Source: www.mynigeria.com

Fulani militants attack villages, pastors get beheaded, churches burnt in Nigeria - US lawmakers told

Sean Nelson, Senior Counsel, Global Religious Freedom for the Alliance Defending Freedom International, has told US lawmakers that Sharia law is used to imprison Christians in Nigeria unjustly.

Nelson spoke on Tuesday when lawmakers gathered to investigate allegations of Christian genocide in Nigeria, which the Nigerian government continues to deny.

Nelson gave firsthand accounts from Christians in Nigeria he’s worked with of the violence and terror the Christian communities face, with no help from the government.

Nelson said, “Our cases have involved Christians unjustly imprisoned by Sharia courts, false allegations of crimes merely for evangelism or protecting Christian converts or operating charities, Christians kidnapped and tortured, girls taken from their parents and forced into marriages and forcefully converted to Islam, and both Christians and minority Muslims charged with blasphemy accusations. I have met with clients who have shared their heartbreaking testimony directly with me, many of whom barely escaped being murdered by extremists or even people that they knew within their communities. I have visited with villages directly attacked by Fulani militants and witnessed the aftermath of pastors beheaded, mass graves, widows and orphans, churches and homes torched, destroyed farmlands, and the pains of mass displacement and the constant sense that Christians are defenseless against these religiously-motivated attacks, and that the government has regularly failed to protect them.”

Nelson explained the Nigerian government’s failure to protect Christian communities, often leaving them to fend for themselves against heavily armed militant bands of terrorists.

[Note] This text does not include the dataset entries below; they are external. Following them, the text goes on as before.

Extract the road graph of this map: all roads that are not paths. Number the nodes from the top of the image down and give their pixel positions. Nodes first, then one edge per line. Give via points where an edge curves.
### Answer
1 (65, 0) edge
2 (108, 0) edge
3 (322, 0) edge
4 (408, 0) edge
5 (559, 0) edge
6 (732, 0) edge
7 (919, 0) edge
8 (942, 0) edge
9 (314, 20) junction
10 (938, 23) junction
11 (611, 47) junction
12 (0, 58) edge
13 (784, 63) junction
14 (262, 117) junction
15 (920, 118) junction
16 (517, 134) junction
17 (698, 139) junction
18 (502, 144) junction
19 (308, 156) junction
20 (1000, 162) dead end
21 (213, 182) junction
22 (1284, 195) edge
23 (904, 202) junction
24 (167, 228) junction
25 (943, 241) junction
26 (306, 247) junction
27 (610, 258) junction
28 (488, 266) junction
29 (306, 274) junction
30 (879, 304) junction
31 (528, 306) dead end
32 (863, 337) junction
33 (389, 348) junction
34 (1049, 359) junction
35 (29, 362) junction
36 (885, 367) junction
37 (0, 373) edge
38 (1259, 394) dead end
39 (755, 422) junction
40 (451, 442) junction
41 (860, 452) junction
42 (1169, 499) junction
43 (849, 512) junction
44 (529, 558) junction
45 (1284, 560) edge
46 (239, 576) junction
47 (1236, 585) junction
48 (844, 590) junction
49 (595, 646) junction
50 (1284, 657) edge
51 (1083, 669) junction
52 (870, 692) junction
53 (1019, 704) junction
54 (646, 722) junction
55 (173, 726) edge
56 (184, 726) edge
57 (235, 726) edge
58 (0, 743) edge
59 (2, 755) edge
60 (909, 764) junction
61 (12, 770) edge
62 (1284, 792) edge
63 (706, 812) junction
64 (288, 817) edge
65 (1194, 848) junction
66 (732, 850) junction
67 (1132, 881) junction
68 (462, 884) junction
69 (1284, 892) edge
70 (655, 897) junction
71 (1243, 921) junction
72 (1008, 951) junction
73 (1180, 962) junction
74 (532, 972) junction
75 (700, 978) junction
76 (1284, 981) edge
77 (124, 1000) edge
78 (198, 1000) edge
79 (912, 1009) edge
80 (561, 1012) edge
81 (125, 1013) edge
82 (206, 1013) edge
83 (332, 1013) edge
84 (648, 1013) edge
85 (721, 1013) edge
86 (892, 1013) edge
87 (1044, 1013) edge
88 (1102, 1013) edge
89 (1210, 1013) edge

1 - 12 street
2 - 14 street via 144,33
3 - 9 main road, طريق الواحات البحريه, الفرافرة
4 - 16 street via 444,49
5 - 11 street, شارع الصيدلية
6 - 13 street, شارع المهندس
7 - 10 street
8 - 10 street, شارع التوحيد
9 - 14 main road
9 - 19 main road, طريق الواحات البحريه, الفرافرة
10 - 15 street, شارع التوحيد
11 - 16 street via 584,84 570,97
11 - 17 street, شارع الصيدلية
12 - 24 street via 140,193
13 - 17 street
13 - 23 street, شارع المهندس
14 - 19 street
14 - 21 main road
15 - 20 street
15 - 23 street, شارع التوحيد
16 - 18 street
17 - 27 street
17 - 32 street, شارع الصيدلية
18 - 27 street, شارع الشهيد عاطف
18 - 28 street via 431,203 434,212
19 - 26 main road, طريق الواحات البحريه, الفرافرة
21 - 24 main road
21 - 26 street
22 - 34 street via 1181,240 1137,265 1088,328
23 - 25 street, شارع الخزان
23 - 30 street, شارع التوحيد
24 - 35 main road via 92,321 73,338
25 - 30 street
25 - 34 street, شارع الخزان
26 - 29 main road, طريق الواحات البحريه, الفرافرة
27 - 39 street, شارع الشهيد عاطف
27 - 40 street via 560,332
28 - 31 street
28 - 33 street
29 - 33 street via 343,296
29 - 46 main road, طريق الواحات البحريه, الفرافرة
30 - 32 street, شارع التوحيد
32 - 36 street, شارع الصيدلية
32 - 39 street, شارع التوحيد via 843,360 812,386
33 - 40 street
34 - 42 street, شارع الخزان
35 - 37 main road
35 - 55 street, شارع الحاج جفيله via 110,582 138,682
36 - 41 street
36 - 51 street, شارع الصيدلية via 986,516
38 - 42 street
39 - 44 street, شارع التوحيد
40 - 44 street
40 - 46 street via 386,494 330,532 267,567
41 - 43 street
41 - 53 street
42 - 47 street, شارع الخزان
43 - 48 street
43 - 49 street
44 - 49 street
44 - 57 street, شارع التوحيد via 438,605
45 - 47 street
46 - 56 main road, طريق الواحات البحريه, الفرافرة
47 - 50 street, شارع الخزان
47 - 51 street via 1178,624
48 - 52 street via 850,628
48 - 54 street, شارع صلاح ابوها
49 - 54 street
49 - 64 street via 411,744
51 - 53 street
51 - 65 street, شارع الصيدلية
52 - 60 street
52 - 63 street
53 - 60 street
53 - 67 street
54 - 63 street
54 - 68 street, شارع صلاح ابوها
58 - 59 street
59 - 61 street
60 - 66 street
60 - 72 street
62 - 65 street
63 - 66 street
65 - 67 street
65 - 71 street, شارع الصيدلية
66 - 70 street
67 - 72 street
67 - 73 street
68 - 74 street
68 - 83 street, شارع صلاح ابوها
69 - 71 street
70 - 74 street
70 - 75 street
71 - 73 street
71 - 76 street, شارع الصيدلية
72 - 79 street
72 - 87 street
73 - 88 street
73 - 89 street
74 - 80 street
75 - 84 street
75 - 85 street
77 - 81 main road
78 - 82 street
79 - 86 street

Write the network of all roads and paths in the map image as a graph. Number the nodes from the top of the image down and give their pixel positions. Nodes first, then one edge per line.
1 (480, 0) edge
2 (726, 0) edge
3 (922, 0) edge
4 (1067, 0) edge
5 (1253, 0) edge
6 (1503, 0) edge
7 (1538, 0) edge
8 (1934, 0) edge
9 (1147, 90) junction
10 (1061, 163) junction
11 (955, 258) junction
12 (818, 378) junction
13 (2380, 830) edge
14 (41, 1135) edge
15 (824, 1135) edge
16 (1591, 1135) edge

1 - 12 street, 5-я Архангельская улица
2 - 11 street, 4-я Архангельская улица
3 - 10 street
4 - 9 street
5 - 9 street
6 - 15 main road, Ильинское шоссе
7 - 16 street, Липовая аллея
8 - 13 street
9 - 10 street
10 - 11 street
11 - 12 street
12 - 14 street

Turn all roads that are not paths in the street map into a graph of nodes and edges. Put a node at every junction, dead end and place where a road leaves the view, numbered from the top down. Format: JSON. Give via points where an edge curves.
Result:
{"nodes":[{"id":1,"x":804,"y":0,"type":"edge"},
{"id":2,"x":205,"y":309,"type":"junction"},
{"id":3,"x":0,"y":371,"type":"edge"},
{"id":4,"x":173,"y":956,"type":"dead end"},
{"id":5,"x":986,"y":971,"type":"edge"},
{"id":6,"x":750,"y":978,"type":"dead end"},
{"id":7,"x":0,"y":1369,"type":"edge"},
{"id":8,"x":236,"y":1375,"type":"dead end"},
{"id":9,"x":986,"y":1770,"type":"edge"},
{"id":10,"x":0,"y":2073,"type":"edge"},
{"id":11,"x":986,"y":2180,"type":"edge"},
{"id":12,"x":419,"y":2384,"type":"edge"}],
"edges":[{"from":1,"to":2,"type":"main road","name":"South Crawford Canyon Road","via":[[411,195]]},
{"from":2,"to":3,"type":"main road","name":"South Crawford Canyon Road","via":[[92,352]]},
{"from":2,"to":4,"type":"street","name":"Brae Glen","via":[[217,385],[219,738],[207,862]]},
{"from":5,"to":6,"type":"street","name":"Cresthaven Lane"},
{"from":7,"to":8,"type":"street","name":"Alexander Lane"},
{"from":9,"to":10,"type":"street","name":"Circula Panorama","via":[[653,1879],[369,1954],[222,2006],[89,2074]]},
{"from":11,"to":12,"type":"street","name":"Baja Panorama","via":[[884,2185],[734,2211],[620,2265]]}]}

Nelson continued, “Officials in Nigeria dismiss any consideration that religion plays a role in these attacks, and have put very few resources into the areas where Christians have been hit hardest, in the Middle Belt. When Christians report imminent attacks, their pleas are often ignored by law enforcement and officials, leading to tragic results. Nigeria also maintains and enforces one of the most draconian blasphemy laws in the world. In the 12 northern Sharia states, a person can be sentenced to death for alleged blasphemy, one of only seven places in the world with such a law. These laws inspire terrible mob violence, including against Christians like Deborah Yakubu and Rhoda Jatau.”